The objects we appreciate as works of art, according to Hume, possess qualities that “are calculated to please, and others to displease.” The essay on taste applies the experimental method to particular experiences with artworks, and after a number of these experiences we can identify those qualities which comprise the rules of art:

    “It is evident, that none of the rules of composition are fixed by reasonings a priori, or can be esteemed abstract conclusions of the understanding, from comparing those habitudes and relations of ideas, which are eternal and immutable. Their foundation is the same with that of all the practical sciences, experience; nor are they anything but general observations, concerning what has been universally found to please in all countries and in all ages.” (OST, 210)

We need to approach matters of taste the same way we approach matters of natural philosophy: by focusing on the particular phenomena, which in this case are our interactions with works of art. Hume’s essay on taste works as a guide for the appreciation of art. It is not, as most of the scholars who comment on Hume’s essay believe, a method just for critics to apply, but rather a guide for any individual to engage in an aesthetic experience. Hume tells us that one of the aims of the essay is “to mingle some light of the understanding with the feelings of sentiment,” so the faulty of delicacy of taste takes a central role in Hume’s theory. Such faculty can and should be improved and developed, which leads us to think that the process Hume describes is not only for the critics but open to anyone.
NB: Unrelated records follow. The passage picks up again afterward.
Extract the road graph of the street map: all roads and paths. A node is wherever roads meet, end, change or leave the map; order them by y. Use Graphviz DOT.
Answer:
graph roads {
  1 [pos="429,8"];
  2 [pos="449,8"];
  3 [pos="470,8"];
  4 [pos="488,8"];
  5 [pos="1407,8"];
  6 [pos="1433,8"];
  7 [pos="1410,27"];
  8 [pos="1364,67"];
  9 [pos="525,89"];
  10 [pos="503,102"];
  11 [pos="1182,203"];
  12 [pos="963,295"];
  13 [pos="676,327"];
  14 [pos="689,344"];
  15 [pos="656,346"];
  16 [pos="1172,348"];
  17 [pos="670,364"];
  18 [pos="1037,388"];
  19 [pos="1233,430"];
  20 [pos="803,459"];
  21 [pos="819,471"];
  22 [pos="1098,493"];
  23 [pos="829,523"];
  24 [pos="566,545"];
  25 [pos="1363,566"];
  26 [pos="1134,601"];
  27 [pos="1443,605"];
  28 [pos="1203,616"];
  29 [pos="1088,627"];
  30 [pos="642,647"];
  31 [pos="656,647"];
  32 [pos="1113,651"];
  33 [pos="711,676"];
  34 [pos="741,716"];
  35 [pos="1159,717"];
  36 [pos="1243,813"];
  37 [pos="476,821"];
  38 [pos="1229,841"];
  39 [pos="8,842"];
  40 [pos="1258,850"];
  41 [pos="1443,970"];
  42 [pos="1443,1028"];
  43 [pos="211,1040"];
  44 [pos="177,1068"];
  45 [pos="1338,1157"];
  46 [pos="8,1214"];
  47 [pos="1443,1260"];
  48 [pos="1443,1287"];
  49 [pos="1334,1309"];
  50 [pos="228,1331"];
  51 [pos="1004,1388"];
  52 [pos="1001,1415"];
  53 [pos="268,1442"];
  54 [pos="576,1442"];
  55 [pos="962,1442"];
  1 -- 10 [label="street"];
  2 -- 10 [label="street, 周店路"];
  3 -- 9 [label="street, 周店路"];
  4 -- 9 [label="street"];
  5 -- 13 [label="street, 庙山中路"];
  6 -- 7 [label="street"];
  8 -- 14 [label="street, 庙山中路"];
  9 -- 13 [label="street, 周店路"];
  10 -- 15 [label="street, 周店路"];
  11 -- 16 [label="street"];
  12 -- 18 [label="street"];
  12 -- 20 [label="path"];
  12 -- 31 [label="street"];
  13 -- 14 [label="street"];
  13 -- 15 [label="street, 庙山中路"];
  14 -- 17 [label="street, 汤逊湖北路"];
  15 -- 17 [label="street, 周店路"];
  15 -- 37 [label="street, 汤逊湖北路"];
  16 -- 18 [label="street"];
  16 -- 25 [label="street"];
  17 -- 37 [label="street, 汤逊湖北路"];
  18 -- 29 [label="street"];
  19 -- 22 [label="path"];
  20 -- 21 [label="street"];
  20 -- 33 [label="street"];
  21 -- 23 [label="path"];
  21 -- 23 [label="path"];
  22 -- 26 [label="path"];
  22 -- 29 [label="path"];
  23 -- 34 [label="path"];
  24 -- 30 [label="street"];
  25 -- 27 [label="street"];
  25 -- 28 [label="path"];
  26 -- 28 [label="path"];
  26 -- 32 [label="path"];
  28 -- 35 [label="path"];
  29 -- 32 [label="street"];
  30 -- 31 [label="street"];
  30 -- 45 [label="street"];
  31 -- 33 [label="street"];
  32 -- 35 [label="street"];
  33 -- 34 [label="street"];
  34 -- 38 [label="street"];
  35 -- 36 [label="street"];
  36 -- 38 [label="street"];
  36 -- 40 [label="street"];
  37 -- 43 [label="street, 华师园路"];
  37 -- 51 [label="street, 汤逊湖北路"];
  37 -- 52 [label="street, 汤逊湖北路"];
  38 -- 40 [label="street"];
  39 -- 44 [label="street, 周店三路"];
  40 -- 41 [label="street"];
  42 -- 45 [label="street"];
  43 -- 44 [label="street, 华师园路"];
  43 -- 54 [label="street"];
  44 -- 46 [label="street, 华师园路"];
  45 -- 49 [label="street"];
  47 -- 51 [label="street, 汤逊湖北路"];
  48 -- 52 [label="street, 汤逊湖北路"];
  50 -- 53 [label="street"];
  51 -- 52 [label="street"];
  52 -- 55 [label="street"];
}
    “But though there be naturally a very wide difference in point of delicacy between one person and another, nothing tends further to encrease and improve this talent,than practice in a particular art, and the frequent survey or contemplation of a particular species of beauty.” (OST, 220)

If we want to derive the most pleasure out of our aesthetic experiences we need to experiment with works of art in order to develop our delicacy of taste.

If we accept this reading of Hume’s essay we can shed light on its purpose. It was not the attempt to establish a standard of taste, but rather a guide for engaging with works of art and to have discussions regarding matters of taste.

2 thoughts on “Experimenting with taste and the rules of art

  1. I think you are on the right track here. But it is a bit unclear to me how to read Hume as applying experimental methods in his essay on taste. It seems that his view is that you can best discern the laws of taste by observing what has appealed to critics over the ages. So does this suggest that he is simply relying on enumerative induction? In what sense is his approach genuinely experimental?

  2. Thanks for your very interesting comment, Mark. I am currently writing a paper where I explain in more detail how Hume’s essay on taste can be better interpreted if we take into account the context of Early Modern Experimental Philosophy. From what I can gather from your comment, it seems that you take the term ‘experimental’ in a loose sense where it means ‘to perform experiments.’ As we have mentioned in previous posts(here and here) in our blog, Early modern Experimental Philosophy was not just the carrying out of experiments, but rather a commitment to a methodological approach in all of our inquiries into knowledge. In this sense, Hume’s approach in the essay of taste is considered experimental because he is applying the experimental method of natural philosophy. This is clearly highlighted in the quote I included in the post, where Hume tells us that the rules of art are not found a priori, but rather found through experience and observation.
    This leads me to the other part of your comment regarding the judgment of critics. I agree here with Jeffrey Wieand’s interpretation of Hume’s essay on taste. The critics are “a good guide to what the rules are,” but not necesarilly the best way to actually discover them. This is also consistent with Hume’s commitment to early modern experimental philosophy. The rules of art can only be discovered by engaging with the artworks, but the critic can point you in the right direction(since, presumably, the critic has a more developed delicacy of taste).
    I hope this both answers your question in some way and motivates you to keep discussing this issue.